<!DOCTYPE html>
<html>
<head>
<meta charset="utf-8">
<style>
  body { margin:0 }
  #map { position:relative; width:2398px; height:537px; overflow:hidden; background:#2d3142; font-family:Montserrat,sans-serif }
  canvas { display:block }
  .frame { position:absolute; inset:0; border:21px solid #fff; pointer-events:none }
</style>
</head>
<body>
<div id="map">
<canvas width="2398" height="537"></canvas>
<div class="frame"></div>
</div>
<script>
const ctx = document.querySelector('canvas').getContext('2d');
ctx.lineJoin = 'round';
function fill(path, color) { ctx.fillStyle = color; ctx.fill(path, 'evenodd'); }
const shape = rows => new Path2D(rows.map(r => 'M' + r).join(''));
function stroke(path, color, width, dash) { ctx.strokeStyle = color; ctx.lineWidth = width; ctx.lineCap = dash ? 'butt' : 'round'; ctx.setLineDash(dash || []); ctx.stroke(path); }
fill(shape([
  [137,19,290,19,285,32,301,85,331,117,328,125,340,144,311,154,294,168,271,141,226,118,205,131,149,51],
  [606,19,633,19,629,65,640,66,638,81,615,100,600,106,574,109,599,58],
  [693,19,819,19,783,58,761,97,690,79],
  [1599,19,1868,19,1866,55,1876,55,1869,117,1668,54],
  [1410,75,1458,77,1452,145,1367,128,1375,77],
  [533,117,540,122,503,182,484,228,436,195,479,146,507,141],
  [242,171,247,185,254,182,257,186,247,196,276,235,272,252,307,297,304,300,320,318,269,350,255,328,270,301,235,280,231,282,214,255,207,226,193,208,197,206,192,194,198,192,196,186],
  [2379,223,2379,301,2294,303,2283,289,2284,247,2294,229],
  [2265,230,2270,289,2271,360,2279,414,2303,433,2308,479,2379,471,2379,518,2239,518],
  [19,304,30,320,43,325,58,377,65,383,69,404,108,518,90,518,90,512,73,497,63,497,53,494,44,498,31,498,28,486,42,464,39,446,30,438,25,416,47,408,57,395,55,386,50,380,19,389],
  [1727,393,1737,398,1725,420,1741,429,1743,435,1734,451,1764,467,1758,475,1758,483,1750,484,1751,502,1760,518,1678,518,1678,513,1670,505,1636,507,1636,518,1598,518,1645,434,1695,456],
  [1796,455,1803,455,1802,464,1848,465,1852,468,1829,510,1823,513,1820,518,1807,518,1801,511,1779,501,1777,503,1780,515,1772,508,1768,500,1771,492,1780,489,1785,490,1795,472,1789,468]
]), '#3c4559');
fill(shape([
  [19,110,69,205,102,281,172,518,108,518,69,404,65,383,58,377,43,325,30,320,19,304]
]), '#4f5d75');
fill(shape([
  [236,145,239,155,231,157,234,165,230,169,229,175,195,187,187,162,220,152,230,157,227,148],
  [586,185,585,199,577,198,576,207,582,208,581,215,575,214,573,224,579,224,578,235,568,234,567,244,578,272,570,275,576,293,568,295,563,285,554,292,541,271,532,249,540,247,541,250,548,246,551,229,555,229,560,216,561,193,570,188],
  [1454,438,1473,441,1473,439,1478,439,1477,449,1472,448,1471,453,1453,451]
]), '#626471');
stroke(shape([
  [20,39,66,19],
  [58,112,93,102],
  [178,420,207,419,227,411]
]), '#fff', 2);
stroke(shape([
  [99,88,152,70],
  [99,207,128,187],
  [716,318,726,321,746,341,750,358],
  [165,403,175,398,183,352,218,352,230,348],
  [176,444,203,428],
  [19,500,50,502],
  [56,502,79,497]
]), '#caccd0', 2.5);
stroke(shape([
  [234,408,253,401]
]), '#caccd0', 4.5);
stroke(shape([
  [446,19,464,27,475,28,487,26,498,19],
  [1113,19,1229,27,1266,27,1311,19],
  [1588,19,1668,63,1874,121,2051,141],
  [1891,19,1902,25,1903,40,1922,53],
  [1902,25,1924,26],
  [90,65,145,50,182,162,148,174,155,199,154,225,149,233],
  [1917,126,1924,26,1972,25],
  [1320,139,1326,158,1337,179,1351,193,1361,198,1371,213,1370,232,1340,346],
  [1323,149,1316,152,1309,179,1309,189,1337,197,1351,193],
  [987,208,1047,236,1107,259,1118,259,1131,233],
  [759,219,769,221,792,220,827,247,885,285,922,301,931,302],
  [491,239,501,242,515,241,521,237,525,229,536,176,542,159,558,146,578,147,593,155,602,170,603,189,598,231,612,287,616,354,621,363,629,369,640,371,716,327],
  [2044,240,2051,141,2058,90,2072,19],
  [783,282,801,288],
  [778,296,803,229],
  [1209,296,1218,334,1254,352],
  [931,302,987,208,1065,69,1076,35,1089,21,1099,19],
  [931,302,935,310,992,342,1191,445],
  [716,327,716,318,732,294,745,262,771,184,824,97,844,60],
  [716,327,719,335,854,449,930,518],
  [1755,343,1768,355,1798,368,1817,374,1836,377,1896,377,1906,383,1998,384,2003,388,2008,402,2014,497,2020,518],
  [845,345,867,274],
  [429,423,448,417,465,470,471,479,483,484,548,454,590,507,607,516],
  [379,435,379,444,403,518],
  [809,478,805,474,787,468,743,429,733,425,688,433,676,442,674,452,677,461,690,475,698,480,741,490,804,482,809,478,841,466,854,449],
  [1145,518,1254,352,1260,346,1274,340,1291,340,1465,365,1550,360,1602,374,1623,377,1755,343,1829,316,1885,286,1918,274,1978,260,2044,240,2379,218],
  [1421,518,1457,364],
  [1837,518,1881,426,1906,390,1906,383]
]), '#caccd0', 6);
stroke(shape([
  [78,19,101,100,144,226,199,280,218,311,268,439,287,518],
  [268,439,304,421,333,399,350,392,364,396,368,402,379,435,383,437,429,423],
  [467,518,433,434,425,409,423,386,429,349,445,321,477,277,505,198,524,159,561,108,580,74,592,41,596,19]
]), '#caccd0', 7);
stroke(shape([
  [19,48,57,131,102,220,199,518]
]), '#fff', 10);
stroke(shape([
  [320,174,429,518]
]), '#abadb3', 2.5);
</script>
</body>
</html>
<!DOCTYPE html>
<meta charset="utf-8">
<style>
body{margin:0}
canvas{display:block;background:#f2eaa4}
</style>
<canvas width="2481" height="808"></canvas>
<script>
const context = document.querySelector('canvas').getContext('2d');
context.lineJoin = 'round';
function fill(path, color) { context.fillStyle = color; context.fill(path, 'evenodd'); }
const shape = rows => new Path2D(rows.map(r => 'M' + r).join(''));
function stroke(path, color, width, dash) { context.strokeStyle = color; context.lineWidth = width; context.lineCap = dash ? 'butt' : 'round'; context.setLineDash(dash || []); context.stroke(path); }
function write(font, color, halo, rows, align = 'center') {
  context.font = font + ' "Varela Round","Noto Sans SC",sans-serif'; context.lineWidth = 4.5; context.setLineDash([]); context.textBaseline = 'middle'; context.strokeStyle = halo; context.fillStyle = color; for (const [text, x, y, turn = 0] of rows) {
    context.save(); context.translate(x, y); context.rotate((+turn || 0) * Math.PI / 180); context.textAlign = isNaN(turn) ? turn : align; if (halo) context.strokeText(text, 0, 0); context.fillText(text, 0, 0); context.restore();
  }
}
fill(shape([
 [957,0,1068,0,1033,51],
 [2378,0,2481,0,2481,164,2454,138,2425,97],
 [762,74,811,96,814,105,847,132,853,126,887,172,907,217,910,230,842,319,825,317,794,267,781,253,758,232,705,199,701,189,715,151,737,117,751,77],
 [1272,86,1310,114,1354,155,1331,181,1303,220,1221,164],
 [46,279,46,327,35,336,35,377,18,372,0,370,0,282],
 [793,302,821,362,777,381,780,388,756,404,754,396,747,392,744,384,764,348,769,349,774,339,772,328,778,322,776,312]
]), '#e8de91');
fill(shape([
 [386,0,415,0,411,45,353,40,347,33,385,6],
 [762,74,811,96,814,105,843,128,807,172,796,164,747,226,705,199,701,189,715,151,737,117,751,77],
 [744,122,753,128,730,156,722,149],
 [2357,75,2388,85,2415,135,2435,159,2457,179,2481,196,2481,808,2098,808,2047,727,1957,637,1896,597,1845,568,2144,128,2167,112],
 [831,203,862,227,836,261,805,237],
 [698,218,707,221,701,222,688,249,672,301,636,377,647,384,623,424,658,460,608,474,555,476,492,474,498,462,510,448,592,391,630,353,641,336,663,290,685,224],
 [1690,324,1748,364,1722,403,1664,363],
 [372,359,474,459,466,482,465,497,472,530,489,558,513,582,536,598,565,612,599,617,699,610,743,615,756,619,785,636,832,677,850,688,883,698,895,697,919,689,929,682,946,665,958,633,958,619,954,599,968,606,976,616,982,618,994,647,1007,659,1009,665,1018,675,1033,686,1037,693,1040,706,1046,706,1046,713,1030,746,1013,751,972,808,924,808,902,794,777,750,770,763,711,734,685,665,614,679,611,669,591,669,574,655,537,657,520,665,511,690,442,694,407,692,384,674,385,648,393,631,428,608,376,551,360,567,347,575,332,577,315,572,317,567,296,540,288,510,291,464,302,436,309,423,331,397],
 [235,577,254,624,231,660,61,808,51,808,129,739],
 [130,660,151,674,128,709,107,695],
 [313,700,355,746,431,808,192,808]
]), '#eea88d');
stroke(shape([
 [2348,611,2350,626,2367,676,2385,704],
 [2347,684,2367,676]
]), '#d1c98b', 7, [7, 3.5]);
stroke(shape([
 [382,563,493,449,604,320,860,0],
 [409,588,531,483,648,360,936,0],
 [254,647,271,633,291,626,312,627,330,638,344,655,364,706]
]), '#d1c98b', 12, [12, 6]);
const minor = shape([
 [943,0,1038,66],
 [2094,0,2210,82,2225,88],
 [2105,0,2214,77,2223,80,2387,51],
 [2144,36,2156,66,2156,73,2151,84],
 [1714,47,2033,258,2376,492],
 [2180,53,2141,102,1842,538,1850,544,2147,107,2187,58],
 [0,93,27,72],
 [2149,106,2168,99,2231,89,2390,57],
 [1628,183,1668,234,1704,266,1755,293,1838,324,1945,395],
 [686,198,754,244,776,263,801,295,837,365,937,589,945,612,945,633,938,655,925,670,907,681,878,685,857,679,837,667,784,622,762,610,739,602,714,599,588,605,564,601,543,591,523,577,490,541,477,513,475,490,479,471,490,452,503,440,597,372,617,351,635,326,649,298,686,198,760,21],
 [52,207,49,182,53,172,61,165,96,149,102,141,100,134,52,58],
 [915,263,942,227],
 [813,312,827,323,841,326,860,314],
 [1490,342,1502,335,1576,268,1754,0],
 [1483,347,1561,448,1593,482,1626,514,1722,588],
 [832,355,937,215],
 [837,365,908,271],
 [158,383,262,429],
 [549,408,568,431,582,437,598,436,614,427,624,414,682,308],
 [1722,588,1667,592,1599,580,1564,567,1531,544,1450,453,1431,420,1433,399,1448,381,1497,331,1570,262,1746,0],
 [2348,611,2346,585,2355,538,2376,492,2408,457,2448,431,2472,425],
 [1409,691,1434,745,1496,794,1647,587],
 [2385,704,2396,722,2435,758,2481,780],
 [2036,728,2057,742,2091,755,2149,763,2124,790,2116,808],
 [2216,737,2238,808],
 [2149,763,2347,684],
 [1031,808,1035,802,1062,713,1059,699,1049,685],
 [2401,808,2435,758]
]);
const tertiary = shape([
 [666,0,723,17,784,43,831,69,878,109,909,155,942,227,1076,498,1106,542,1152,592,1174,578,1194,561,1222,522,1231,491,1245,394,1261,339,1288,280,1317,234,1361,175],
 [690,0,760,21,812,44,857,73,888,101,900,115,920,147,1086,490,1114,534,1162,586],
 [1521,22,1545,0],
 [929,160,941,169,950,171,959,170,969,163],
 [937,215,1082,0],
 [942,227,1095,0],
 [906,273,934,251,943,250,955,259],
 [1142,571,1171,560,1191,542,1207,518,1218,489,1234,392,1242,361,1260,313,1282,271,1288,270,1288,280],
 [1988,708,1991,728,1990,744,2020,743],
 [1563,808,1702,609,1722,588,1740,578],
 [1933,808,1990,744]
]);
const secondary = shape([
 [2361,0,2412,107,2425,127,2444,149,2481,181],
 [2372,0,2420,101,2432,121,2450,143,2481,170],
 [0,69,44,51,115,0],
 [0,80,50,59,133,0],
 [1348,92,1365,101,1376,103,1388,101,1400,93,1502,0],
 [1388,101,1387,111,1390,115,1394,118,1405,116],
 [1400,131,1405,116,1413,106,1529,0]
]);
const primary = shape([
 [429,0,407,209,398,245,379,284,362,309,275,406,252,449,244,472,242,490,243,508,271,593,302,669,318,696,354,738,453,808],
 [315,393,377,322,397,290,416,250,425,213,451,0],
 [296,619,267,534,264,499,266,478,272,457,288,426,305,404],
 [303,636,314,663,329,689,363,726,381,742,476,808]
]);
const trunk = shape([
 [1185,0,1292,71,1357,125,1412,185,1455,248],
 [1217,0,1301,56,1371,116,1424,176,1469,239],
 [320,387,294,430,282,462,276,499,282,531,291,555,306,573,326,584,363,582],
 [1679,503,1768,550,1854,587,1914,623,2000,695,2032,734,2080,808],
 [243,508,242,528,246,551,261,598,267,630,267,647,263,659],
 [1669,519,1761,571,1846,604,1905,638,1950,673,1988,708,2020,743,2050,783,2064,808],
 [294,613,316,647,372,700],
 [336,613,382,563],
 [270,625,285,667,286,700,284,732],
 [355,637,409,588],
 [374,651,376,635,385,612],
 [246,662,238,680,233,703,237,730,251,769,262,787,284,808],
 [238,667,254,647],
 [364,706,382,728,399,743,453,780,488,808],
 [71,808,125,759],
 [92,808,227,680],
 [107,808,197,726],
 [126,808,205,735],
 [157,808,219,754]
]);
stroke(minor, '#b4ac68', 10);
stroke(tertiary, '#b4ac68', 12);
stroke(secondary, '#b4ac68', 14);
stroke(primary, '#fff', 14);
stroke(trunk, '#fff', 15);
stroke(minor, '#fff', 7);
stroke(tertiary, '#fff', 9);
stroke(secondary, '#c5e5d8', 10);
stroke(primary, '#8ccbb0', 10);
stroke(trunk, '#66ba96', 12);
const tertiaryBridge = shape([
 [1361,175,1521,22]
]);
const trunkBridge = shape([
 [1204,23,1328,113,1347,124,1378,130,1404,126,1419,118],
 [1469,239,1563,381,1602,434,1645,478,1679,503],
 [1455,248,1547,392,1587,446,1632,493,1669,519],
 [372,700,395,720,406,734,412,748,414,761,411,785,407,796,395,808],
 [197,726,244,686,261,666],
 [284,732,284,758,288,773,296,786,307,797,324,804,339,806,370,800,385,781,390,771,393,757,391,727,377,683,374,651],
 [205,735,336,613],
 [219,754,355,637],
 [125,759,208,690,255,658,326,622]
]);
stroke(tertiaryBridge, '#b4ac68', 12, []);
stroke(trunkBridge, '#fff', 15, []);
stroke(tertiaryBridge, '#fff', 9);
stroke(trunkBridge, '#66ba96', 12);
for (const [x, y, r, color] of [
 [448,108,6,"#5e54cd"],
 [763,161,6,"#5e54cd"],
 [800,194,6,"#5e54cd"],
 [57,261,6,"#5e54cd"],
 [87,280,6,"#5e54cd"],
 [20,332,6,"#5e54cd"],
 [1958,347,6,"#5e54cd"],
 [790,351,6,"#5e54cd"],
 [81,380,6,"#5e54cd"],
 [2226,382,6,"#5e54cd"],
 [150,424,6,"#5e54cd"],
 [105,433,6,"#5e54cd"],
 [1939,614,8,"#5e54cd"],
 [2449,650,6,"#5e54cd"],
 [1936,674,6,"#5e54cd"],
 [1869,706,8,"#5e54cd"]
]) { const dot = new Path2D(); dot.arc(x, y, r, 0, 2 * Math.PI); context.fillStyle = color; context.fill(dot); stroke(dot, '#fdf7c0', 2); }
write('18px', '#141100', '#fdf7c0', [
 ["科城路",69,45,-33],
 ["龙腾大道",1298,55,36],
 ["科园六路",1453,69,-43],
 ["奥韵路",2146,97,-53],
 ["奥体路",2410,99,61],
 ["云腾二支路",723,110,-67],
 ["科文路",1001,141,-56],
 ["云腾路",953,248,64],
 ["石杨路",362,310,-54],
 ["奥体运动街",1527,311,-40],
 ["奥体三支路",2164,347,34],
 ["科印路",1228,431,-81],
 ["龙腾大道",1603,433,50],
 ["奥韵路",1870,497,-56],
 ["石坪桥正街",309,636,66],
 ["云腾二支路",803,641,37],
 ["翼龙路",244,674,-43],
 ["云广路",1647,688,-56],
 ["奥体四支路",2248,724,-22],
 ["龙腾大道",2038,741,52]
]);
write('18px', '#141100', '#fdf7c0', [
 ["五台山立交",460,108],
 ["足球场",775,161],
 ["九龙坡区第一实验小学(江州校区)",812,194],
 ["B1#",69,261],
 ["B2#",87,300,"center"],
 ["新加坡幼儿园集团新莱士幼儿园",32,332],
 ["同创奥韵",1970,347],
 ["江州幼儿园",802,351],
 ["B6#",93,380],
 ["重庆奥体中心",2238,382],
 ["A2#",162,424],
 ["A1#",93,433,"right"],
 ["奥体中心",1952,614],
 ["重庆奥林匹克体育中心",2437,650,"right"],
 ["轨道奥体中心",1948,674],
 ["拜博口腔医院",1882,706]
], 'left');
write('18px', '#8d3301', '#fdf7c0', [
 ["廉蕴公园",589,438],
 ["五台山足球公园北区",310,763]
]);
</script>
===
> _TASK OBJECTIVE_: When a line in the listing has the word "secondary", return that line.

> _RESPONSE TO THIS TASK_:
const secondary = shape([
stroke(secondary, '#b4ac68', 14);
stroke(secondary, '#c5e5d8', 10);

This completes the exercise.